Saved data entries:
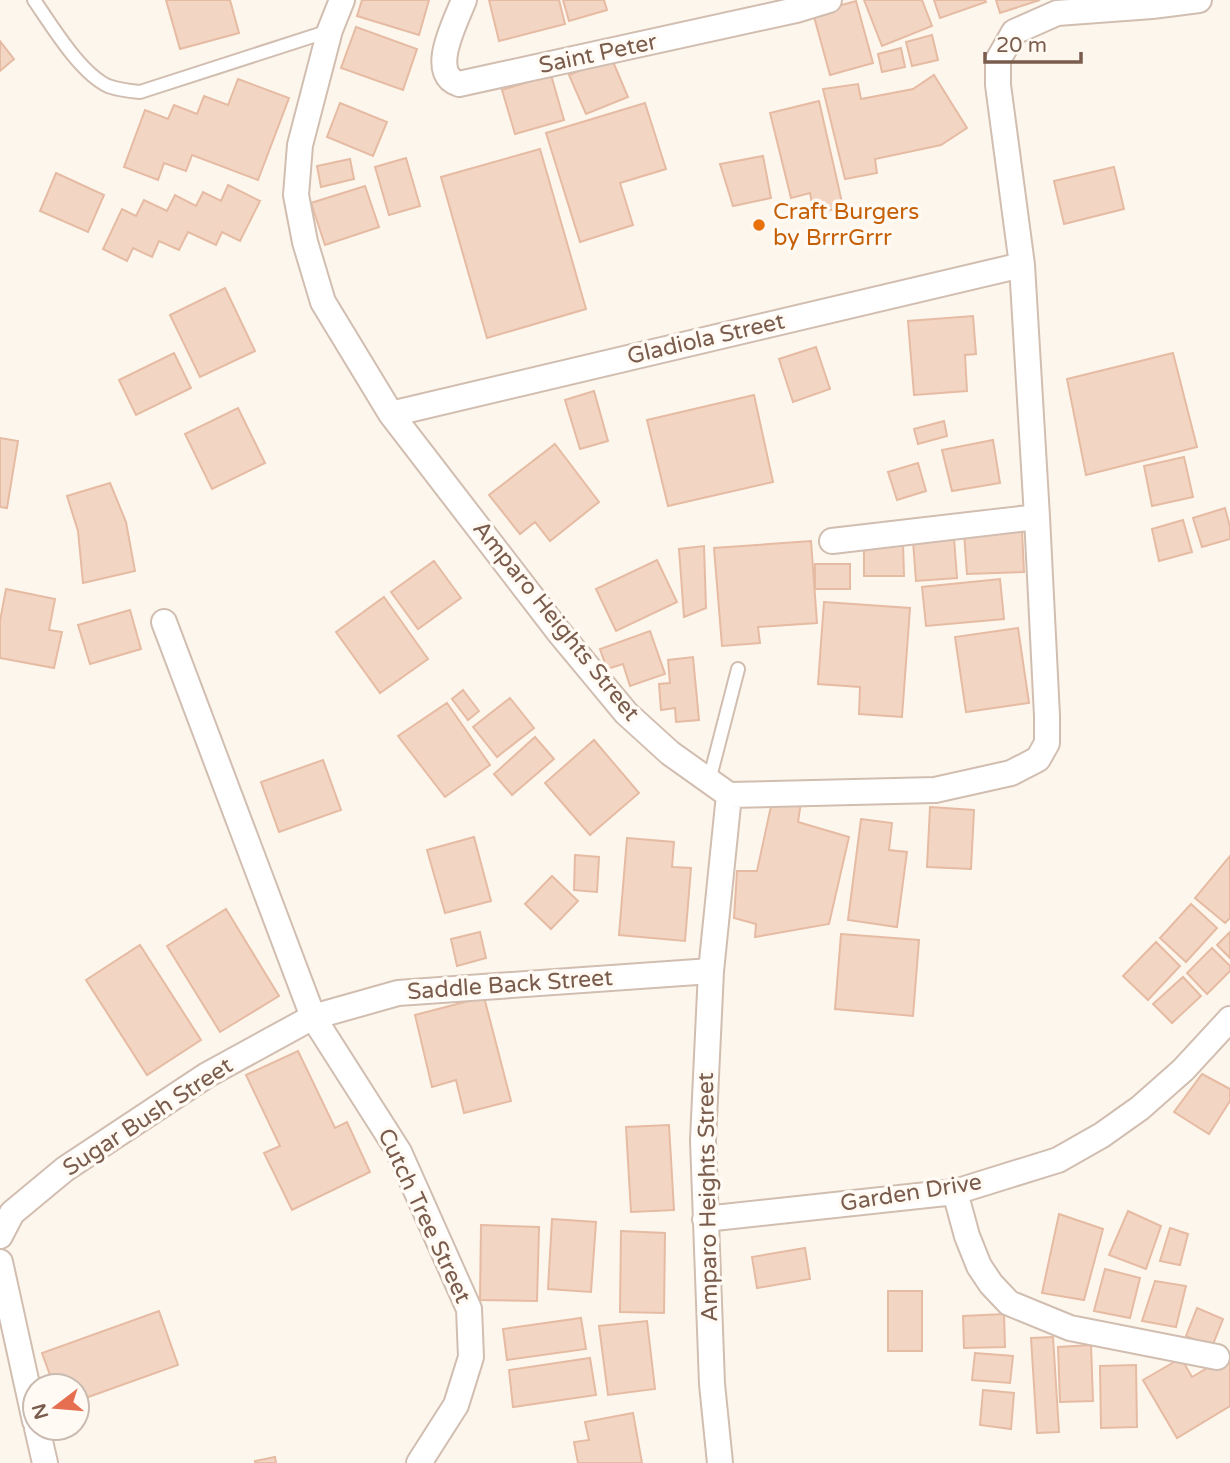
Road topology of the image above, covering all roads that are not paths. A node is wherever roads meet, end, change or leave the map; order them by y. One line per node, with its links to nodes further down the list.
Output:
1 (34, 0): 6 (lane)
2 (342, 0): 6 (street, Amparo Heights Street)
3 (464, 0): 4 (street, Saint Peter)
4 (829, 0)
5 (1199, 0): 7 (street)
6 (330, 30): 8 (street, Amparo Heights Street)
7 (1021, 265): 8 (street, Gladiola Street); 9 (street)
8 (391, 414): 13 (street, Amparo Heights Street)
9 (1037, 517): 10 (street); 13 (street)
10 (832, 541)
11 (164, 622): 15 (street, Cutch Tree Street)
12 (738, 669): 13 (lane)
13 (720, 788): 14 (street, Amparo Heights Street)
14 (711, 971): 15 (street, Saddle Back Street); 18 (street, Amparo Heights Street)
15 (313, 1017): 19 (street, Sugar Bush Street); 25 (street, Cutch Tree Street)
16 (1230, 1018): 17 (street, Garden Drive)
17 (955, 1192): 18 (street, Garden Drive); 21 (street)
18 (705, 1219): 26 (street, Amparo Heights Street)
19 (0, 1237)
20 (0, 1262): 22 (street)
21 (1217, 1357)
22 (24, 1372)
23 (40, 1442): 24 (street)
24 (44, 1463)
25 (419, 1463)
26 (720, 1463)

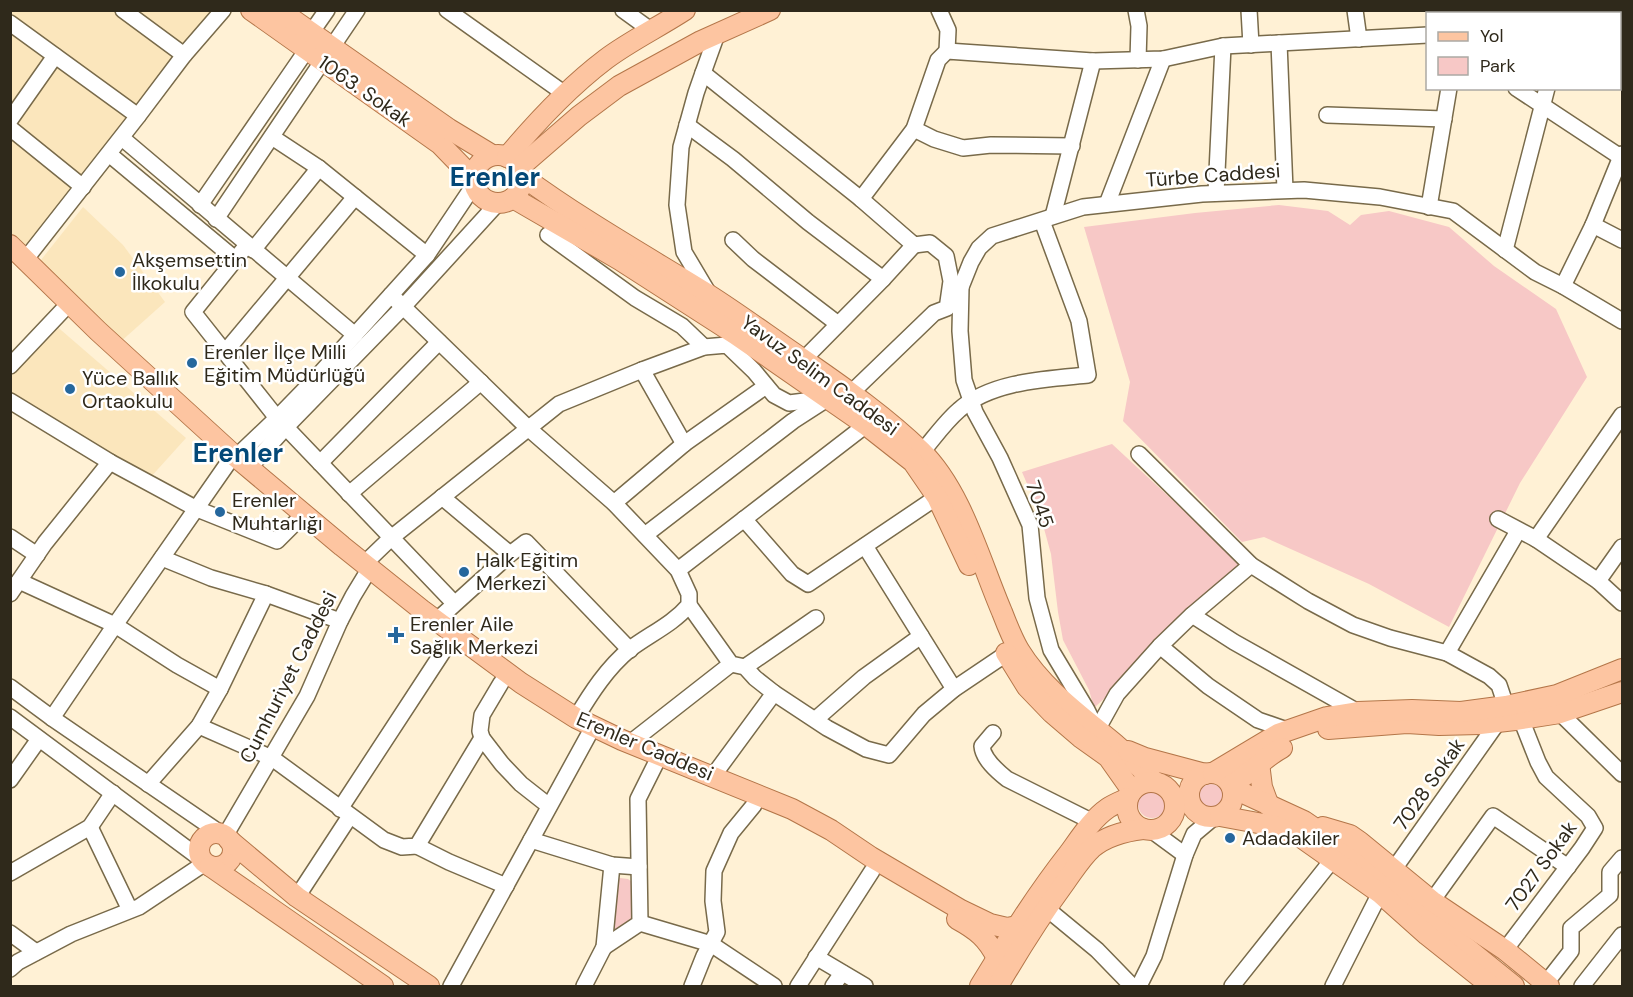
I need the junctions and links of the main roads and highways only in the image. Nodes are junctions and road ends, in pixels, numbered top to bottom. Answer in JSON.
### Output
{"nodes":[{"id":1,"x":251,"y":10,"type":"edge"},
{"id":2,"x":279,"y":10,"type":"edge"},
{"id":3,"x":685,"y":10,"type":"edge"},
{"id":4,"x":770,"y":10,"type":"edge"},
{"id":5,"x":309,"y":42,"type":"junction"},
{"id":6,"x":328,"y":55,"type":"junction"},
{"id":7,"x":510,"y":164,"type":"junction"},
{"id":8,"x":474,"y":181,"type":"junction"},
{"id":9,"x":505,"y":201,"type":"junction"},
{"id":10,"x":10,"y":245,"type":"edge"},
{"id":11,"x":18,"y":260,"type":"edge"},
{"id":12,"x":238,"y":463,"type":"junction"},
{"id":13,"x":366,"y":570,"type":"junction"},
{"id":14,"x":1623,"y":669,"type":"edge"},
{"id":15,"x":1623,"y":692,"type":"edge"},
{"id":16,"x":1502,"y":714,"type":"junction"},
{"id":17,"x":1118,"y":747,"type":"junction"},
{"id":18,"x":1259,"y":763,"type":"junction"},
{"id":19,"x":1206,"y":774,"type":"junction"},
{"id":20,"x":1159,"y":783,"type":"junction"},
{"id":21,"x":1232,"y":789,"type":"junction"},
{"id":22,"x":1130,"y":794,"type":"junction"},
{"id":23,"x":1269,"y":806,"type":"junction"},
{"id":24,"x":1212,"y":817,"type":"junction"},
{"id":25,"x":1304,"y":821,"type":"junction"},
{"id":26,"x":1154,"y":828,"type":"junction"},
{"id":27,"x":225,"y":836,"type":"junction"},
{"id":28,"x":206,"y":863,"type":"junction"},
{"id":29,"x":1017,"y":926,"type":"junction"},
{"id":30,"x":997,"y":958,"type":"junction"},
{"id":31,"x":1001,"y":985,"type":"edge"},
{"id":32,"x":1548,"y":985,"type":"edge"},
{"id":33,"x":383,"y":987,"type":"edge"},
{"id":34,"x":429,"y":987,"type":"edge"},
{"id":35,"x":980,"y":987,"type":"edge"},
{"id":36,"x":1491,"y":987,"type":"edge"},
{"id":37,"x":1514,"y":987,"type":"edge"}],
"edges":[{"from":1,"to":5,"type":"main road","name":"1063. Sokak"},
{"from":2,"to":5,"type":"main road","name":"1063. Sokak"},
{"from":3,"to":7,"type":"main road"},
{"from":4,"to":7,"type":"main road"},
{"from":5,"to":6,"type":"main road","name":"1063. Sokak"},
{"from":6,"to":7,"type":"main road","name":"1063. Sokak"},
{"from":6,"to":8,"type":"main road","name":"1063. Sokak"},
{"from":7,"to":8,"type":"main road"},
{"from":7,"to":9,"type":"main road"},
{"from":7,"to":17,"type":"main road","name":"Yavuz Selim Caddesi"},
{"from":8,"to":9,"type":"main road"},
{"from":9,"to":22,"type":"main road","name":"Yavuz Selim Caddesi"},
{"from":10,"to":11,"type":"main road","name":"Erenler Caddesi"},
{"from":11,"to":12,"type":"main road","name":"Erenler Caddesi"},
{"from":11,"to":12,"type":"main road","name":"Erenler Caddesi"},
{"from":12,"to":13,"type":"main road","name":"Erenler Caddesi"},
{"from":12,"to":13,"type":"main road","name":"Erenler Caddesi"},
{"from":13,"to":29,"type":"main road","name":"Erenler Caddesi"},
{"from":13,"to":30,"type":"main road","name":"Erenler Caddesi"},
{"from":14,"to":16,"type":"main road"},
{"from":15,"to":16,"type":"main road"},
{"from":16,"to":18,"type":"main road"},
{"from":16,"to":19,"type":"main road"},
{"from":17,"to":19,"type":"main road"},
{"from":17,"to":20,"type":"main road","name":"Yavuz Selim Caddesi"},
{"from":18,"to":21,"type":"main road"},
{"from":18,"to":23,"type":"main road"},
{"from":19,"to":20,"type":"main road"},
{"from":19,"to":21,"type":"main road"},
{"from":19,"to":24,"type":"main road"},
{"from":20,"to":22,"type":"main road"},
{"from":20,"to":26,"type":"main road"},
{"from":21,"to":23,"type":"main road"},
{"from":21,"to":24,"type":"main road"},
{"from":22,"to":26,"type":"main road"},
{"from":22,"to":29,"type":"main road"},
{"from":23,"to":25,"type":"main road"},
{"from":24,"to":26,"type":"main road"},
{"from":24,"to":36,"type":"main road"},
{"from":25,"to":32,"type":"main road"},
{"from":25,"to":37,"type":"main road"},
{"from":26,"to":31,"type":"main road"},
{"from":27,"to":28,"type":"main road"},
{"from":27,"to":28,"type":"main road"},
{"from":27,"to":34,"type":"main road"},
{"from":28,"to":33,"type":"main road"},
{"from":29,"to":30,"type":"main road"},
{"from":30,"to":35,"type":"main road"}]}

Assigned task
Which lines of the records above contain the word "Yavuz"? Report each one in full.

Written solution
{"from":7,"to":17,"type":"main road","name":"Yavuz Selim Caddesi"},
{"from":9,"to":22,"type":"main road","name":"Yavuz Selim Caddesi"},
{"from":17,"to":20,"type":"main road","name":"Yavuz Selim Caddesi"},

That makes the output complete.